Most of the sequel takes place five years later, over the course of many months. It has not been very pleasant for the main players. Nahri has grown in magic, but the closest she's come to claiming her right to a djinn kingdom throne is a marriage of convenience to Emir Muntadhir, son of scheming usurper King Ghassan. Nahri and "Dhiru" rarely get any further than mutual tolerance. His younger brother, Ali, finally returns from exile, but Nahri no longer likes him, because he killed her love interest, Dara, however excusably. Little does she know that Dara has yet again survived death, now with a more ifrit-like body -- in the thrall of her long-lost mother, Manizheh, who has her own usurpation plans.

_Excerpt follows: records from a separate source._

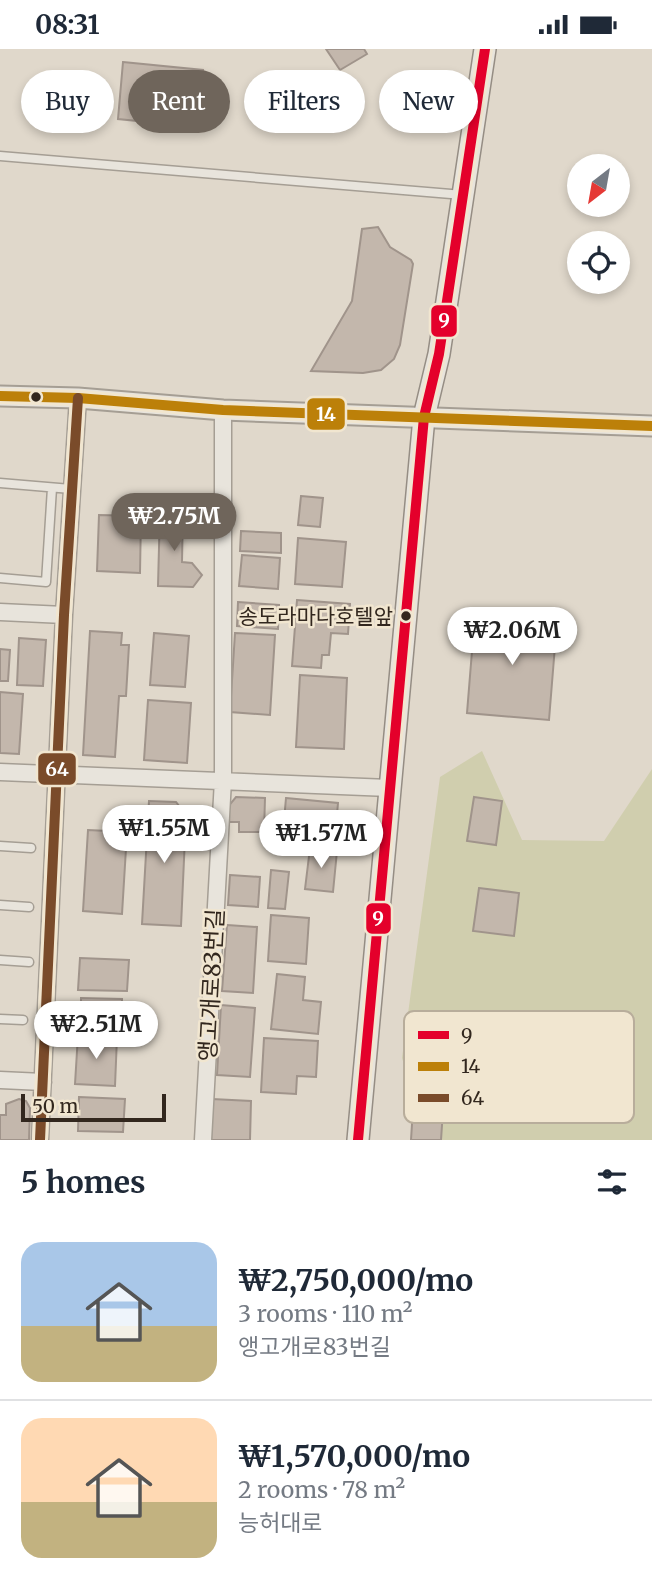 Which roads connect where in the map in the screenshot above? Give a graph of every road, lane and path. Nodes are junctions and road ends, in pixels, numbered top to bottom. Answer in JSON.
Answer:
{"nodes":[{"id":1,"x":485,"y":49,"type":"edge"},
{"id":2,"x":0,"y":156,"type":"edge"},
{"id":3,"x":463,"y":195,"type":"junction"},
{"id":4,"x":0,"y":396,"type":"edge"},
{"id":5,"x":78,"y":398,"type":"junction"},
{"id":6,"x":223,"y":410,"type":"junction"},
{"id":7,"x":424,"y":417,"type":"junction"},
{"id":8,"x":652,"y":426,"type":"edge"},
{"id":9,"x":0,"y":483,"type":"edge"},
{"id":10,"x":52,"y":488,"type":"junction"},
{"id":11,"x":71,"y":489,"type":"junction"},
{"id":12,"x":0,"y":578,"type":"edge"},
{"id":13,"x":0,"y":612,"type":"edge"},
{"id":14,"x":64,"y":615,"type":"junction"},
{"id":15,"x":0,"y":772,"type":"edge"},
{"id":16,"x":57,"y":775,"type":"junction"},
{"id":17,"x":223,"y":780,"type":"junction"},
{"id":18,"x":389,"y":788,"type":"junction"},
{"id":19,"x":0,"y":846,"type":"edge"},
{"id":20,"x":31,"y":848,"type":"dead end"},
{"id":21,"x":0,"y":905,"type":"edge"},
{"id":22,"x":29,"y":907,"type":"dead end"},
{"id":23,"x":0,"y":960,"type":"edge"},
{"id":24,"x":29,"y":962,"type":"dead end"},
{"id":25,"x":0,"y":1019,"type":"edge"},
{"id":26,"x":23,"y":1020,"type":"dead end"},
{"id":27,"x":0,"y":1080,"type":"edge"},
{"id":28,"x":43,"y":1081,"type":"junction"},
{"id":29,"x":40,"y":1140,"type":"edge"},
{"id":30,"x":203,"y":1140,"type":"edge"},
{"id":31,"x":358,"y":1140,"type":"edge"}],
"edges":[{"from":1,"to":3,"type":"main road"},
{"from":2,"to":3,"type":"lane"},
{"from":3,"to":7,"type":"main road"},
{"from":4,"to":5,"type":"street"},
{"from":5,"to":6,"type":"street"},
{"from":5,"to":11,"type":"street"},
{"from":6,"to":7,"type":"street"},
{"from":6,"to":17,"type":"street","name":"앵고개로83번길"},
{"from":7,"to":8,"type":"street"},
{"from":7,"to":18,"type":"main road"},
{"from":9,"to":10,"type":"lane"},
{"from":10,"to":11,"type":"lane"},
{"from":10,"to":12,"type":"lane"},
{"from":11,"to":14,"type":"street"},
{"from":13,"to":14,"type":"street"},
{"from":14,"to":16,"type":"street"},
{"from":15,"to":16,"type":"street"},
{"from":16,"to":17,"type":"street"},
{"from":16,"to":28,"type":"street"},
{"from":17,"to":18,"type":"street"},
{"from":17,"to":30,"type":"street","name":"앵고개로83번길"},
{"from":18,"to":31,"type":"main road"},
{"from":19,"to":20,"type":"lane"},
{"from":21,"to":22,"type":"lane"},
{"from":23,"to":24,"type":"lane"},
{"from":25,"to":26,"type":"lane"},
{"from":27,"to":28,"type":"street"},
{"from":28,"to":29,"type":"street"}]}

Manizheh is probably the most important character we didn't meet before. There are several others who play key roles, albeit not quite enough for the above summary paragraph. Most interesting may be Subha, a half-human doctor who can teach Nahri a lot and has no shortage of snark about the ruling elite. Nisreen makes for a politer assistant, if more tragic. Yeah, the Bechdel Test is passed by a wider margin this time.

Among returners, I'll just add Jamshid, a slow-to-heal soldier now serving as more than Dhiru's paramour. Yes, it's now clear to everyone that the elder prince is, to use anachronistic terminology, a bisexual homoromantic. No, nobody reacts as badly as you might expect from an old Islamic culture, if only because he's royalty. Anyway, thinks get complicated between the two men, and Dhiru's personality seems to be in flux, hopefully for the better. He's supposed to succeed Ghassan, after all.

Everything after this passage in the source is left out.